▸ About this task:
The "M1115,838L1264,753" line through the end of the listing below is what to set down, word for word, and nothing else.
——
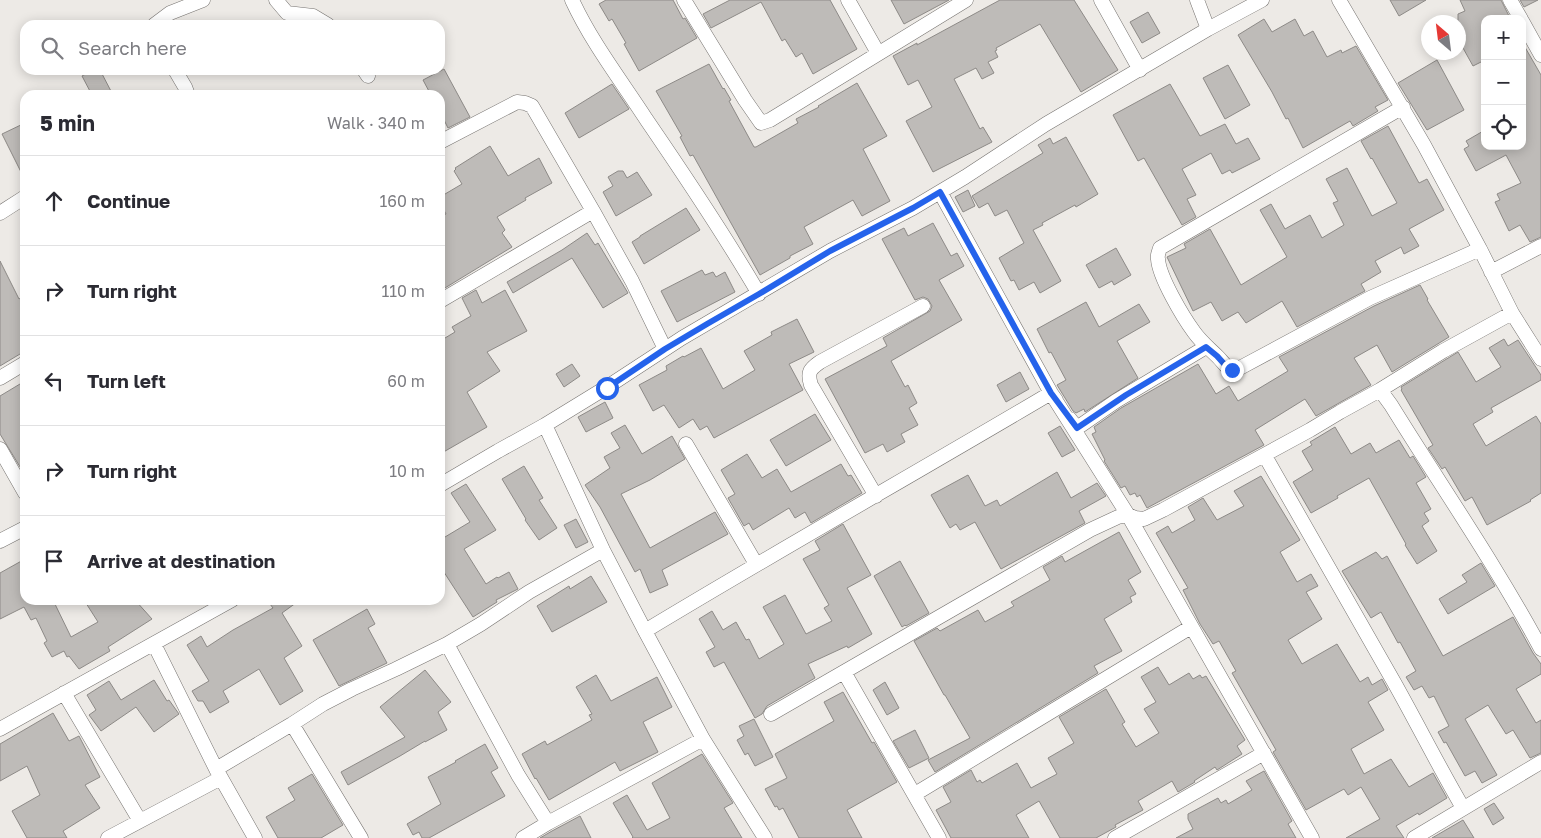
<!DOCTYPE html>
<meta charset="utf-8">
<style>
body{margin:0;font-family:"Golos Text",sans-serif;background:#f7f7f7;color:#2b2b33}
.controls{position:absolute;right:15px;top:15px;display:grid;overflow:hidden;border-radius:10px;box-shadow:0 2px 12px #0003}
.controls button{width:45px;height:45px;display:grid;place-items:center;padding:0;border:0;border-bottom:1px solid #e1e1e2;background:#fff;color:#2b2b33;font:25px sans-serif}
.compass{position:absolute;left:1421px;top:15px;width:45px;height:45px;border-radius:50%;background:#fff;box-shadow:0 2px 12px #0003;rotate:332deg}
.stop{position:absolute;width:15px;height:15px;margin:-11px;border:4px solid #2563eb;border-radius:50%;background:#fff}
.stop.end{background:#2563eb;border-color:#fff;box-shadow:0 1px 5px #0008}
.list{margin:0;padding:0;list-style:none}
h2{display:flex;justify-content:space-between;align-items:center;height:65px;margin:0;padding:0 20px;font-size:21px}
h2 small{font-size:16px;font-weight:400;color:#7c7c81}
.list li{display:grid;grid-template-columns:32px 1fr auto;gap:15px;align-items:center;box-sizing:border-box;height:90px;padding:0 20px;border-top:1px solid #e1e1e2}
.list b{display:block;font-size:19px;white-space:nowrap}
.list em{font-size:16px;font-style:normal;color:#7c7c81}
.icon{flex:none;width:28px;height:28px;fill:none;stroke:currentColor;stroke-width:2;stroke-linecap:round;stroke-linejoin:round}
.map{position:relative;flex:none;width:1541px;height:838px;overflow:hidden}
.search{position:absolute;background:#fff;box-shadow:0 2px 12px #0003;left:20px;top:20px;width:425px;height:55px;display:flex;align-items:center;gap:12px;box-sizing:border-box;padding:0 18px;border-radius:15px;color:#7c7c81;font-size:19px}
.panel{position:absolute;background:#fff;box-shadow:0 2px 12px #0003;left:20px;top:90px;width:425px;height:515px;border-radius:15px}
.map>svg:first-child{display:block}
.building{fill:#bebbb8;stroke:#8d8a87}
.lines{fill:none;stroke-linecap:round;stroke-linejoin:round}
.street-casing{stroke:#767370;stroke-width:15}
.street{stroke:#fff;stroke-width:14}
.route{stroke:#2563eb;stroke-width:6}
</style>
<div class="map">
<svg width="1541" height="838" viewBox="0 0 1541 838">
<rect width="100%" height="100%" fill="#edeae6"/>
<path class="building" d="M606,0H673L683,19L685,18L697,38L639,71L624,44L626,43L612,19L609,21L599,4Z
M730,0H830L857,49L813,74L802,53L796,57L785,39L782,41L761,2L711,28L703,14Z
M891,0H949L904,24Z
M1000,0H1074L1118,70L1081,92L1040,24L996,48L997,50L995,51L998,57L988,62L994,73L982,79L976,68L954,79L980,129L983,127L992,142L933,172L906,121L932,107L918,80L908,85L893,56L917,43V45Z
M1390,0H1426L1399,16Z
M1460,0H1501L1509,16L1505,19H1485V60L1473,66L1458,39V14L1465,11Z
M1520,0H1538L1524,7Z
M1148,12L1160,33L1142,43L1130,22Z
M1264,19L1272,32L1295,19L1304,36L1313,31L1327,57L1341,50L1342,53L1356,46L1388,100L1375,107L1378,111L1353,126L1350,121L1303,148L1288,118L1286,119L1272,92L1238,35Z
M1522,42L1541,75V237L1530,242L1520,225L1509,231L1495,202L1500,200L1497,194L1521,183L1506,155L1476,171L1464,149L1469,146L1466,141L1485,130V146H1522Z
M1437,60L1464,110L1427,130L1398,83Z
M709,64L723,89L724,88L731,100L729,101L754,147H756L798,123L796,119L819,107L818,106L857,83L887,136L863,149L890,201L862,216L853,200L804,227L813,244L790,256V258L760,275L693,155L690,156L680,137L682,136L656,91Z
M1228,65L1250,105L1225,119L1203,78Z
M444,69L470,117L448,128L440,112V95H431L423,80Z
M93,70H100L113,95H92L82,76Z
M612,84L629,109L579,138L565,113Z
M1170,84L1200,136L1225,124L1236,144L1248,138L1260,159L1232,173L1230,170L1222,174L1211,153L1182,169L1196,195L1187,199L1196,217L1182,225L1144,158L1138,161L1113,115Z
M25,123V180L2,134Z
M1388,126L1419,183L1427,179L1444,210L1409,229L1419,246L1404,254L1401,247L1375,261L1381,272L1361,284L1365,291L1297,327L1282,301L1246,323L1238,312L1222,321L1211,302L1193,311L1167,257L1186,248L1184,244L1210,229L1241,285L1287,257L1260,210L1271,204L1285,229L1310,215L1322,238L1344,225L1333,203L1338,201L1326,179L1347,168L1372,216L1397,203L1372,158L1371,159L1361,141Z
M1066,137L1098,194L1076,207L1075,205L1042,223L1043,225L1033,230L1061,281L1040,293L1034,282L1019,290L1014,280L1011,281L999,258L1024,243L1007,210L995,216L988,203L979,208L972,196L1043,153L1038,145L1050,138L1053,144Z
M490,146L508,176L539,158L552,183L525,198L526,200L497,217L505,230L502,233L512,247L440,291V217L446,214L440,203V197L462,184L454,171L456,169L455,168Z
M618,171H623L627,178L637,172L652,195L616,216L603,192L613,186L608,177Z
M968,190L975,206L963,212L955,197Z
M686,208L700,230L644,264L632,242L640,237V236Z
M933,223L951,256L957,253L964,266L939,280L962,320L891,361L905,387L908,385L917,403L909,408L918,425L901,434L905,442L887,452L883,444L865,453L825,379L887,346L883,338L930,311L932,306L928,299L923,297L915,300L882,239L904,228L908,236Z
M587,233L595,245L598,243L628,293L603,308L572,258L513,293L507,282L562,250Z
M1116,248L1131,275L1114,285L1112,281L1099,288L1086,265Z
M0,261L19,299L25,295V351L0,366Z
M702,270L705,275L713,272L716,277L725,272L735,292L677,322L661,291Z
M1420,285L1428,299L1427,300L1449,337L1392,372L1377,345L1354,358L1371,385L1316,416L1305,399L1255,430L1264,445L1147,508L1140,495L1137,497L1135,493L1130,495L1125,486L1121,488L1104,461L1105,460L1092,434L1096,432L1094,427L1121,408L1198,364L1216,394L1229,386L1238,401L1288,371L1279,357L1374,306Z
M476,290L482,303L505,290L527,331L487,352L500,371L467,392L487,427L440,454V341L455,332L452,327L471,316L462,298Z
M1086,302L1099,327L1139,304L1150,322L1117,341L1138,378L1085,412L1084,409L1076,413L1073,411L1057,385L1066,380L1051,352L1049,353L1037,329Z
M797,319L814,352L789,364L803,390L714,438L707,426L700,430L693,419L679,428L664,405L653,411L639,385L667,370L666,366L683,356L684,357L701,348L723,389L755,370L744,351L772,335L771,332Z
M1504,339L1508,346L1518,340L1541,375V380L1491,408L1493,412L1473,424L1486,446L1536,416L1541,424V493L1530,500L1531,501L1487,525L1472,497L1465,501L1445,467L1442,469L1428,448L1433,445L1401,390L1402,389L1401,387L1458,352L1476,382L1501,367L1489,348Z
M572,364L580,376L564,387L556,374Z
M1020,372L1029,389L1006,402L997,385Z
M25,381V475L0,434V396Z
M605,402L613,418L586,432L578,417Z
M815,414L831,440L786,466L770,440Z
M625,425L642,454L672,436L685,459L650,480L621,494L650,548L715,512L728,534L662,570L668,585L650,593L640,569L635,572L600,507L585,485L610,468L604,457L620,448L611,433Z
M1060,426L1075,450L1062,457L1048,433Z
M1335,427L1351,454L1370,443L1376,453L1399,440L1410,458L1413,456L1426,477L1416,483L1431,509L1424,513L1429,521L1422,526L1437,551L1417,564L1405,545L1406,544L1369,478L1337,496L1338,498L1311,513L1293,482L1313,470L1302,451L1312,445L1310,442Z
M747,454L762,478L777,469L791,492L841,464L848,476L851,475L862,493L811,523L805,512L795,518L789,508L753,530L749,523L744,526L728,498L735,494L721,470Z
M524,466L543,498L539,500L557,528L539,540L525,520L526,519L502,479Z
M1057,472L1071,498L1097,483L1106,496L1079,511L1085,523L1001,569L975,522L960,530L956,524L950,528L931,495L968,475L985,506L997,500L1000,506Z
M1261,476L1300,540L1280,552L1297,582L1311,574L1318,586L1306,592L1322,619L1288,640L1302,664L1337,644L1360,682L1368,677L1372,685L1382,679L1388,690L1368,702L1384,730L1351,749L1364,774L1391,759L1409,787L1433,773L1447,798L1419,815L1418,813L1396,826L1404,838H1346L1380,819L1361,787L1348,795L1344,789L1306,810L1273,752L1276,750L1232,673L1236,671L1219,641L1213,644L1200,624L1183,590L1188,588L1156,533L1168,526L1172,533L1195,520L1188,507L1203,498L1217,520L1244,506L1234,491Z
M466,484L496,530L464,549L486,584L497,577L498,578L509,572L518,589L496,600L497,602L473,617L440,566V540L470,522L451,493Z
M576,519L588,542L576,548L564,525Z
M843,524L871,575L847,588L872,634L848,648L847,646L808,664L815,678L767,706L762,714L755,718L724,662L714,667L706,652L715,647L699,619L712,611L723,630L736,622L746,640L749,639L759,659L784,644L763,607L785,595L806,634L832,621L824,608L829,605L803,559L820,550L815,541Z
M1119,532L1141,572L1128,580L1136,594L1130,597L1132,602L1104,619L1122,651L1094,666L1098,673L935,772L928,760L970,738L945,695H944L914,641L937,628L940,631L978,610L985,622L1014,606L1011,602L1050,580L1043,567L1062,556L1065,562Z
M1376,552L1382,559L1387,556L1443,656L1513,617L1533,653L1541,664V674L1516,689L1536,723L1541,720V753L1530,758L1513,730L1506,734L1488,705L1465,719L1497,775L1482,783L1475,771L1465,776L1446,742L1444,743L1438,732L1449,726L1434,696L1429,698L1422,686L1414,690L1406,677L1416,671L1400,642L1398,643L1381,612L1371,618L1342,571Z
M25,559V600H53L71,637L98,622L84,600H135L152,619L108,647L110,651L79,669L69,656L67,657L64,651L52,657L44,643L47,641L36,618L31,620L24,607L0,619V573Z
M900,561L929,613L906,626L905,625L902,627L874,576Z
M1481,563L1495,586L1448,614L1439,599L1467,582L1462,575Z
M591,576L607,602L552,632L537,606L569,586L570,589Z
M267,600H300L282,613L302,646L284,658L303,691L280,705L259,669L223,691L229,702L210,713L203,701H198L192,691L209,681L187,645L201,636L207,647L233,630L273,608Z
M367,609L375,624L368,628L387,663L339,686L313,640Z
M1158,667L1169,685L1189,673L1193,679L1200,675L1202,678L1206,676L1245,740L1237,746L1242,754L1217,770L1215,767L1194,781L1195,782L1178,792L1172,781L1138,801L1143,810L1115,825L1116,827L1096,838H1060L1039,801L1016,815L1029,838H951L936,810L951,802L943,787L971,770L977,782L980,780L982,783L1017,763L1031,788L1057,774L1048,758L1074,743L1059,717L1106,689L1125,722L1122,724L1136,747L1159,733L1144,709L1156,702L1141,677Z
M425,670L451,702L438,712L447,730L425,742V741L400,756L348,785L341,772L405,737L380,707Z
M596,675L611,701L657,677L672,707L643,722L658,752L620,771L615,762L549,800L536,778L535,779L522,754L545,741L547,745L592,720L589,715L592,714L576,687Z
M154,680L167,701L169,700L179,714L154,732L136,707L101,731L89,715L96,710L87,695L109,681L121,700Z
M885,682L899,708L887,715L873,690Z
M843,692L872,743L874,742L897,782L847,810L862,838H799L783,808L779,810L777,806L775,807L765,789L787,778L775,754L834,721L824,702Z
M53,713L69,741L79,736L100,777L85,785L100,808L63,831L67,838H27L12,811L40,795L27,766L0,781V744Z
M754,719L773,757L755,766L748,753L745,755L737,740L744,736L739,726Z
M915,730L929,758L909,768L893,741Z
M485,744L498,768L491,772L505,796L429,838H422L419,832L413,835L407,824L441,804L428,777L456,762L455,761Z
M702,754L733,803L724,808L742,838H632L633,837L613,803L627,795L647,830L670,818L652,783Z
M1264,771L1292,821L1288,824L1296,838H1176L1193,829L1188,819V814L1218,798L1221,803L1226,800L1228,804L1252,790L1246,781Z
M312,774L343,825L321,838H278L266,817L295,800L288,788Z
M1494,803L1504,818L1493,825L1484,809Z
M580,816L591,838H540L552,831Z
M1463,820L1474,838H1432Z"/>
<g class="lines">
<g class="street-casing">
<path id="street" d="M276,0L287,13L313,16L328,25
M572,0C592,43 620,79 646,119C685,176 724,234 759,294
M684,0L745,100L761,123L770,120L966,0
M848,0L878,53
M1101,0L1140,70
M1197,0L1208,29
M1339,0L1424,145L1480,249L1512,313
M1510,0L1521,19
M1522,21L1541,55
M154,25L170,13L203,0
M175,70L185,87L188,95
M364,70L368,76
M1403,107L1160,248C1159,252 1157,255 1158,259C1159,277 1183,317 1194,332C1201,342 1210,349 1218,357C1224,363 1227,370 1236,370L1370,298L1480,249
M440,142L517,102L525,103L532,106L593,211
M940,192L1051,393L1128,515L1312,838
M0,213L25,197
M1491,272L1541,246
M440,301L593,211L632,281L665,349
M0,378L25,363
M1380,390L1391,405C1441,486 1496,565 1541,649
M1070,419L1077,428L1116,401L1206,347
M686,444L756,564
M0,449L25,493
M1265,456C1308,532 1352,608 1395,684C1418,725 1439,767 1463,808
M440,485L498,451L545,425
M876,496L811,385C807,372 810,369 820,362L923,306
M0,541L25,528
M645,631C779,550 916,473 1051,393L1056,400
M154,644L216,769L255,838
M844,672L939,838
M64,693L140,821
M771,714L1090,530L1118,517L1128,515L1135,518L1144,519L1163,510L1310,430L1340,412L1380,390L1443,351L1512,313L1541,359
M292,724L361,838
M0,729L232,600
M216,769L292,724L323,704L352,689L396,669L447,644
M915,794L1191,627
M548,823L518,775L447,644L481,624L529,592L603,550
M108,838L221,778
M523,838L548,823L703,739
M765,838L703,739L645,631L603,550L545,425L607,387L682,338L830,251L913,208L965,177L1046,124L1208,29L1262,0
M1115,838L1264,753
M1414,838L1541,762"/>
</g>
<use href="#street" class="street"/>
</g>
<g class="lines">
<path class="route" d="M607,388L665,349L707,324L759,294L830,251L913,208L940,192L1051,393L1077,428L1126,395L1206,347L1217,356L1226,366L1232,370"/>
</g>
</svg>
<div class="controls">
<button>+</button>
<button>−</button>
<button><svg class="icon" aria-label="locate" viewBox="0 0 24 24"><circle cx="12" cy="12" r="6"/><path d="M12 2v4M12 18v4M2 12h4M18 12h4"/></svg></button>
</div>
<svg class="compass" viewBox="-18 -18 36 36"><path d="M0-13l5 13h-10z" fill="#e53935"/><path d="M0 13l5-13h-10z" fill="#7c7c81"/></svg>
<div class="stop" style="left:607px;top:388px"></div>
<div class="stop end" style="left:1232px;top:370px"></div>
<div class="search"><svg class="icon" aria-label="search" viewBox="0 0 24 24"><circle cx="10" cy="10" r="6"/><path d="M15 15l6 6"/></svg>Search here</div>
<section class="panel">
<h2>5 min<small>Walk · 340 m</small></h2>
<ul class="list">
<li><svg class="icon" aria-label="ahead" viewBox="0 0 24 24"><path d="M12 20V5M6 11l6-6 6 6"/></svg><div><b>Continue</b></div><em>160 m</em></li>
<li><svg class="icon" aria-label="right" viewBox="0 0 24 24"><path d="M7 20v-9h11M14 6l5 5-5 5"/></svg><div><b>Turn right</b></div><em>110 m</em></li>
<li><svg class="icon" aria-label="left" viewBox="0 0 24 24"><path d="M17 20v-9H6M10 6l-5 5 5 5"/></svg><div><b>Turn left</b></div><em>60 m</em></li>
<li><svg class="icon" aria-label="right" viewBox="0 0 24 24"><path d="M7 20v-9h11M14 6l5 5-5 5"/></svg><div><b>Turn right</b></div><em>10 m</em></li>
<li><svg class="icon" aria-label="arrive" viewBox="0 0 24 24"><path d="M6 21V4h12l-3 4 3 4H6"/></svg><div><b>Arrive at destination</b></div></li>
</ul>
</section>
</div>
——
▸ Result of the exercise:
M1115,838L1264,753
M1414,838L1541,762"/>
</g>
<use href="#street" class="street"/>
</g>
<g class="lines">
<path class="route" d="M607,388L665,349L707,324L759,294L830,251L913,208L940,192L1051,393L1077,428L1126,395L1206,347L1217,356L1226,366L1232,370"/>
</g>
</svg>
<div class="controls">
<button>+</button>
<button>−</button>
<button><svg class="icon" aria-label="locate" viewBox="0 0 24 24"><circle cx="12" cy="12" r="6"/><path d="M12 2v4M12 18v4M2 12h4M18 12h4"/></svg></button>
</div>
<svg class="compass" viewBox="-18 -18 36 36"><path d="M0-13l5 13h-10z" fill="#e53935"/><path d="M0 13l5-13h-10z" fill="#7c7c81"/></svg>
<div class="stop" style="left:607px;top:388px"></div>
<div class="stop end" style="left:1232px;top:370px"></div>
<div class="search"><svg class="icon" aria-label="search" viewBox="0 0 24 24"><circle cx="10" cy="10" r="6"/><path d="M15 15l6 6"/></svg>Search here</div>
<section class="panel">
<h2>5 min<small>Walk · 340 m</small></h2>
<ul class="list">
<li><svg class="icon" aria-label="ahead" viewBox="0 0 24 24"><path d="M12 20V5M6 11l6-6 6 6"/></svg><div><b>Continue</b></div><em>160 m</em></li>
<li><svg class="icon" aria-label="right" viewBox="0 0 24 24"><path d="M7 20v-9h11M14 6l5 5-5 5"/></svg><div><b>Turn right</b></div><em>110 m</em></li>
<li><svg class="icon" aria-label="left" viewBox="0 0 24 24"><path d="M17 20v-9H6M10 6l-5 5 5 5"/></svg><div><b>Turn left</b></div><em>60 m</em></li>
<li><svg class="icon" aria-label="right" viewBox="0 0 24 24"><path d="M7 20v-9h11M14 6l5 5-5 5"/></svg><div><b>Turn right</b></div><em>10 m</em></li>
<li><svg class="icon" aria-label="arrive" viewBox="0 0 24 24"><path d="M6 21V4h12l-3 4 3 4H6"/></svg><div><b>Arrive at destination</b></div></li>
</ul>
</section>
</div>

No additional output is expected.